Лха подбирался все ближе, но мне никак не удавалось уловить его шаги. Вокруг него клубился черный дым, отделялся от доспехов, как чад от огня, и мешал рассмотреть очертания тела. Я моргнул, потер глаза, но это не помогло — он будто плыл по воздуху… или она? Я силился понять, кому принадлежит голос — Железному господину или Палден Лхамо, — но из-за шлема, искажающего звуки, никак не мог различить.
— Тогда один из колодцев решил: если все беды наверху, почему бы не начать расти вниз? Так он и сделал. И чем глубже спускался колодец, тем прозрачнее и вкуснее становилась его вода — ни песка, ни ила, ни привкуса лягушачьей шкуры. Шло время, и все, что было наверху, забыл умный колодец — только пил и пил себе дивную холодную влагу. Казалось, не будет конца его пути — и его жизни, пока однажды он не встретил под землей огромный старый камень, преграждавший дорогу.
Тень стояла прямо передо мной.

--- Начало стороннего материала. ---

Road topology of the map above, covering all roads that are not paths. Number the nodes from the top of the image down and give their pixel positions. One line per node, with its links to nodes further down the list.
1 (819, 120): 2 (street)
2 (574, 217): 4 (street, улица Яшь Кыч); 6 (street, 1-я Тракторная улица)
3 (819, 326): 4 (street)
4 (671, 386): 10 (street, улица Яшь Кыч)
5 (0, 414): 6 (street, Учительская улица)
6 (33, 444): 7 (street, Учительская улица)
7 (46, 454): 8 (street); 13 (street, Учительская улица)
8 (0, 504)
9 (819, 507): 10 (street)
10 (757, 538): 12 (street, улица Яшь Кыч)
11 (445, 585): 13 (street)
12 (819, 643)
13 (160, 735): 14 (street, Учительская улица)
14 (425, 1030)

На черном нагруднике блестело выведенное золотом имя, но я никак не мог прочитать его — знакомые значки меду нечер складывались в бессмыслицу.
— Колодец спросил у камня: «Зачем ты лежишь здесь, в темноте и сырости, от которых даже у вашего толстокожего племени должно ломить кости? Здесь, где даже крот и дождевой червяк не составят тебе компании?» И камень со вздохом ответил ему: «Я бы и рад выползи их своей норы, погреть старые бока на солнце, да не могу! Ведь давным-давно, когда и мира еще толком не было, боги подобрали меня с вершины холма Бенбен и заткнули мною пасть Океана. Теперь я должен лежать здесь до скончания времен, пока меня не проедят насквозь его соленые воды».
Тень склонилась ниже. Я увидел свое отражение в черном стекле шлема — испуганное, растерянное, слабое.
— «Океан, родитель всех вод, не имеет дна и никогда не иссякнет, сколько его ни пей. Вот оно, настоящее бессмертие — нужно только до него добраться!». Так подумал колодец и принялся рассказывать камню, как прекрасна жизнь наверху: как блестит сквозь ряску чешуя быстрых рыб, как щекочут песок сочные корни трав, как по утру висят в небе и теплое румяное солнце и холодная белая луна… И пока колодец говорил, ему самому захотелось еще хотя бы разок подняться наверх.
Что-то было не так! Там, где должны были быть глаза лха, за забралом горели два огня — пронизывающим, страшным светом. Я хотел вскрикнуть, но из горла вышло только сипение; хотел закрыться от взгляда, но лапы онемели и висели, как плети. А глухой голос все продолжал:
— Камень вздыхал-вздыхал и наконец не выдержал — тяжко заворочался, приподнимаясь… тотчас черная вода хлынула из пасти Океана прямо в колодец, и была она такая чистая и вкусная, какой он никогда не пивал. Жадно глотал колодец воду — а она все не иссякала. Вот он уже полон на четверть, вот — наполовину, а вот уже и до самых краев! Вода, хлынувшая из него, размыла землю, утопила камни, разорвала корни деревьев, проглотила горы, но все текла и текла. Вот она уже плещется у самого неба: месяц скрылся в волнах, солнце и звезды погасли с шипением, как простые угли… И не осталось в мире ничего, кроме черной воды — ни камня, ни города, ни колодца.